Da parte sua, l’ex superpoliziotto respinge ogni addebito, consapevole che estradarlo negli Stati Uniti probabilmente non conviene a nessuno, né dal lato honduregno, ma neppure da quello statunitense. Per Washington, come abbiamo visto, le ambiguità, volendo usare un eufemismo, letteralmente abbondano in questa torbida vicenda. Dal blindatissimo viaggio dell’allora presidente Porfirio Lobo nel 2012 sino alla storia più recente, con la condanna del fratello dell’attuale presidente Juan Orlando Hernández, quest’ultimo, però, tirato in ballo dai vari accusatori di Tony Hernández – come dettagliatamente riportato nell’articolo di Parker Asmann del 18 ottobre del 2019, dal titolo ¿Qué significa la condena de Tony Hernández para la narcopolítica en Honduras? – si ha sempre l’impressione che le forze di polizia statunitensi impegnate nella ormai cronica lotta alla droga stiano giocando una partita nella quale, più che combattere il narcotraffico, sembrerebbero volerlo amministrare.

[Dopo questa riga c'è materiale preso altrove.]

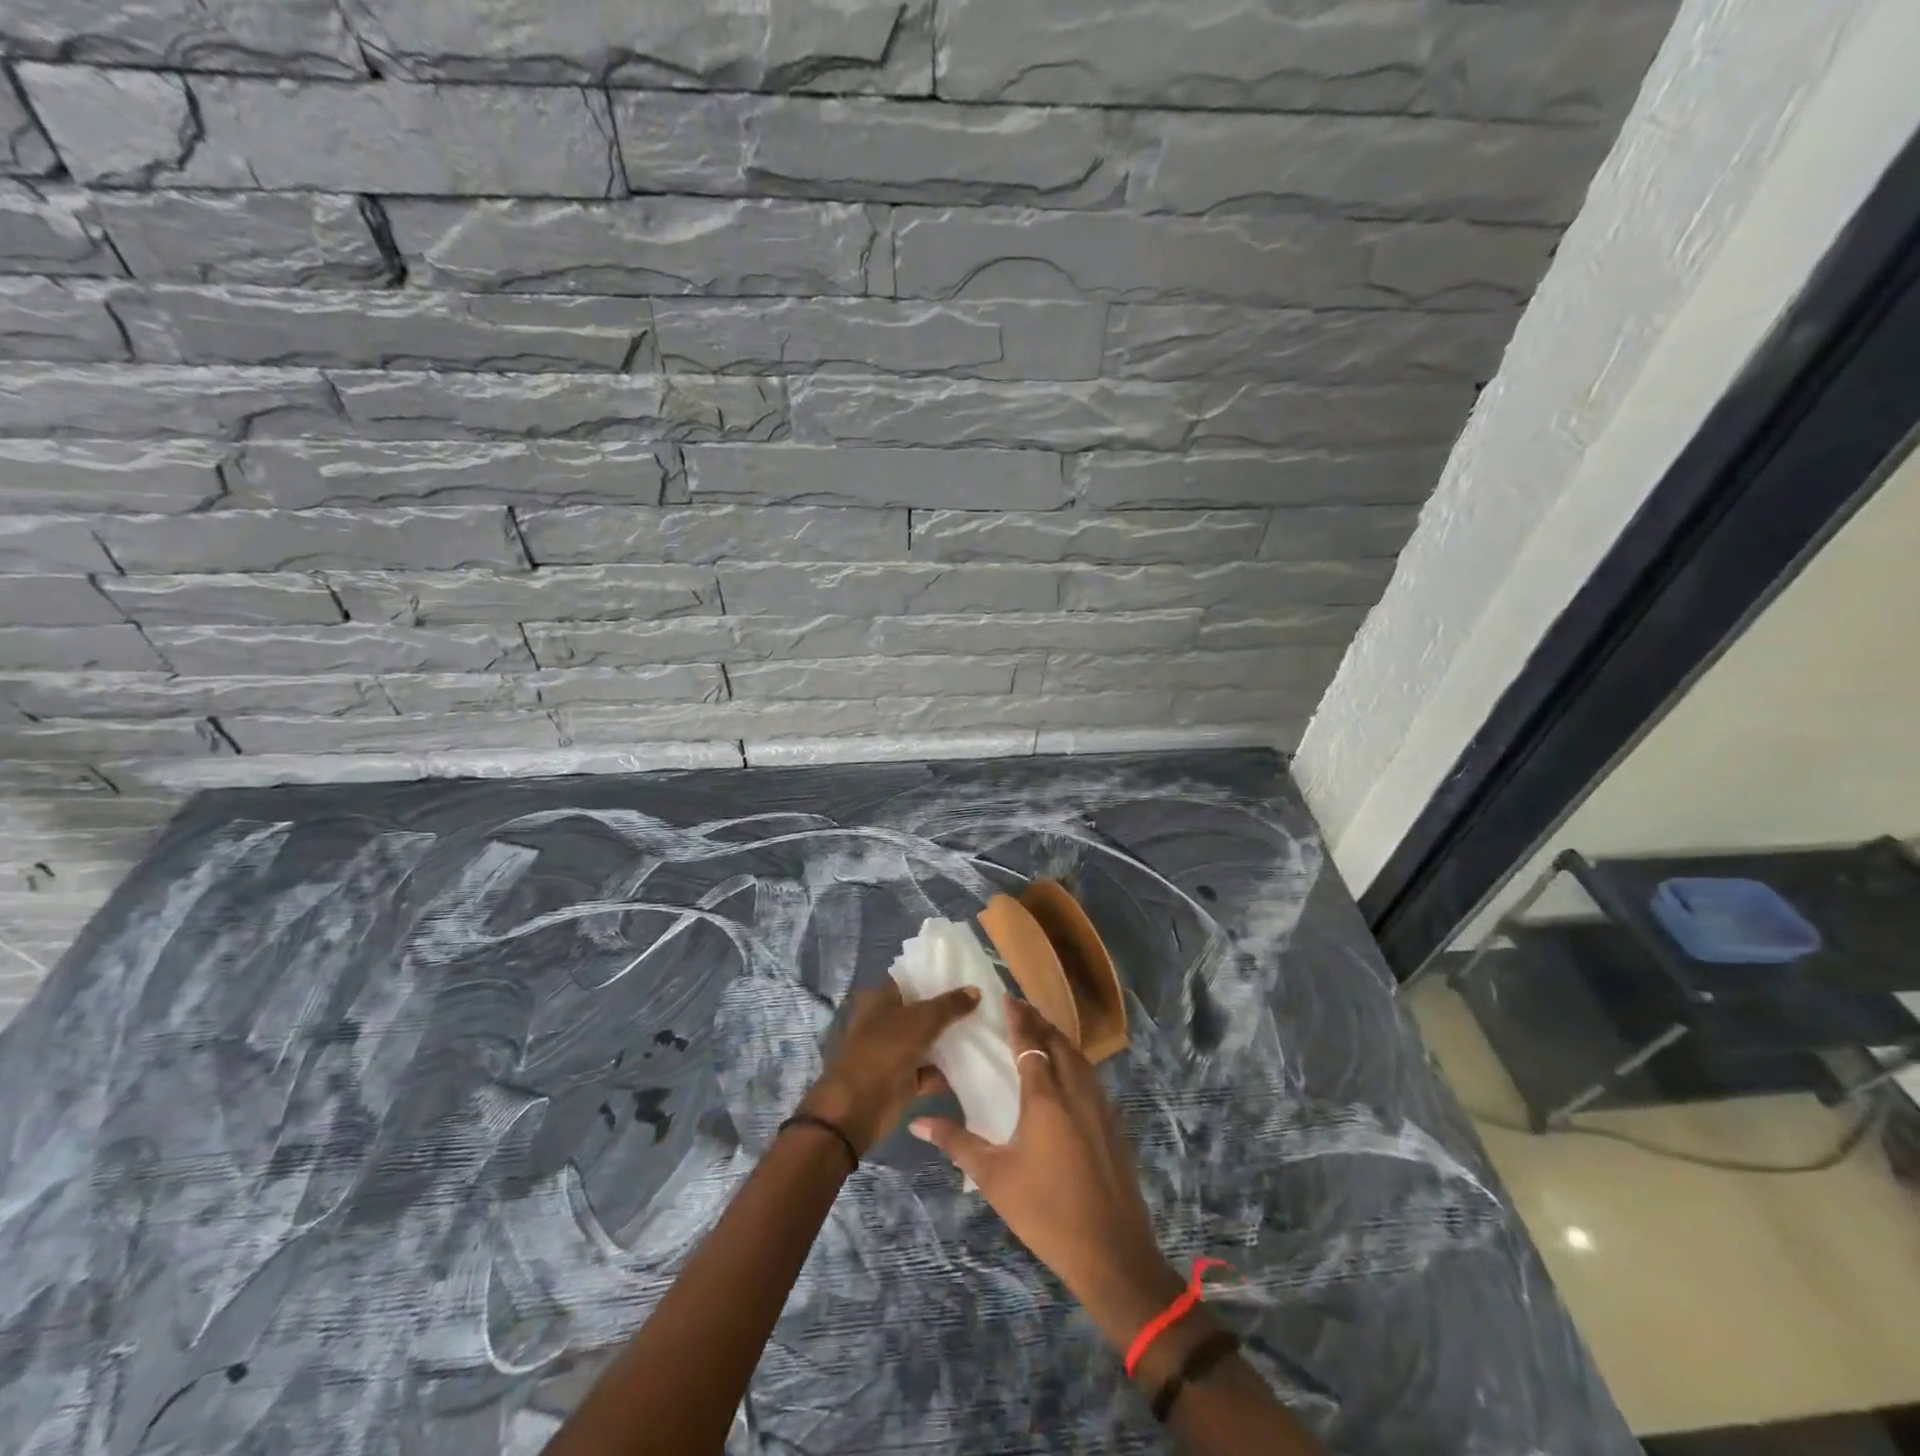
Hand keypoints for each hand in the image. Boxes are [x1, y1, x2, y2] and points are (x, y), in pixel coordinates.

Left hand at [798, 983, 980, 1155]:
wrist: (858, 1108)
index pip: (912, 981)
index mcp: (880, 999)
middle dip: (949, 1010)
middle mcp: (886, 1022)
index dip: (937, 977)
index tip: (968, 975)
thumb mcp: (920, 1021)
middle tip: (983, 1003)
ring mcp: (894, 1052)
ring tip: (986, 1029)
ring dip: (950, 1041)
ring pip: (928, 1041)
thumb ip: (949, 1005)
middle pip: (922, 1011)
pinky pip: (930, 1070)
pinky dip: (947, 1070)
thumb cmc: (884, 1052)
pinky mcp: (903, 1080)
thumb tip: (975, 990)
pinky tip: (975, 1063)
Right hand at [910, 996, 1182, 1346]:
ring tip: (1042, 1032)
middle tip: (1021, 1008)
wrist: (1110, 1251)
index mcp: (1045, 1096)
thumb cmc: (1045, 1211)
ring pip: (1080, 1058)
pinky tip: (1068, 1074)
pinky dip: (1076, 1061)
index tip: (1006, 997)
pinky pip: (1092, 1077)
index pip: (1030, 1043)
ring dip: (1060, 1039)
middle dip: (1040, 1021)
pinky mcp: (1114, 1124)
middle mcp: (1076, 1090)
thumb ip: (957, 1142)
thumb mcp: (993, 1177)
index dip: (1018, 1018)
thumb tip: (918, 1122)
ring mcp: (1100, 1106)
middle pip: (1059, 1042)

Chi potrebbe mai criticare il fatto che oggi l’Honduras è a tutti gli effetti un Narcostato, la cui narcopolitica si estende dalle alte sfere imprenditoriali fino ai centri politici di Tegucigalpa, presidente compreso? Tenendo fermo questo elemento, cui la condanna di Tony Hernández fa da corollario, sulla base di quale analisi politica gli Stati Uniti confermano la loro fiducia, in materia di sicurezza, all’attuale presidente in carica? Ancora, al 16 ottobre 2019 risale la pubblicazione di una dichiarazione alla stampa del Segretario di Stato Michael R. Pompeo, il quale descriveva l’assistenza mirata all’estero degli Stati Uniti per El Salvador, Guatemala e Honduras con queste parole: “Al fine di consentire ulteriori progressi negli sforzi di questi paesi, riprenderanno i finanziamenti mirati del Dipartimento di Stato e dell’USAID. Tali finanziamenti sosterranno i programmi che stanno facendo progredire i nostri sforzi congiunti per mitigare l’immigrazione illegale da El Salvador, Guatemala e Honduras. Questi programmi integreranno i nostri piani di sicurezza congiunti per ogni governo, aumenteranno gli sforzi del settore privato per creare opportunità economiche, promuoveranno lo Stato di diritto, il rafforzamento delle istituzioni e il buon governo e aiuteranno questi Paesi a sviluppare le loro capacità di implementare gli accordi recentemente firmati per costruire sistemi di asilo locali più forti”. In altre parole, Pompeo intendeva promuovere lo Stato di diritto, mentre il fratello del presidente in carica si trovava sotto processo negli stessi Stati Uniti con l’accusa di avere organizzato una gigantesca rete di narcotraffico, che collegava Honduras e USA. Rete di narcotraffico, che coinvolgeva a pieno titolo lo stesso presidente honduregno, che, tutto al contrario, avrebbe dovuto partecipare a quella promozione dello Stato di diritto menzionato dal Segretario di Stato.

Vedremo cosa accadrà con la nuova amministrazione Biden, pur tuttavia, ad oggi, dalle parti di Washington sembrano avere uno strano concetto di Stato di diritto, almeno con riferimento alla sua declinazione in quella che Gilberto Freyre, a ragione, definì l’America iberica.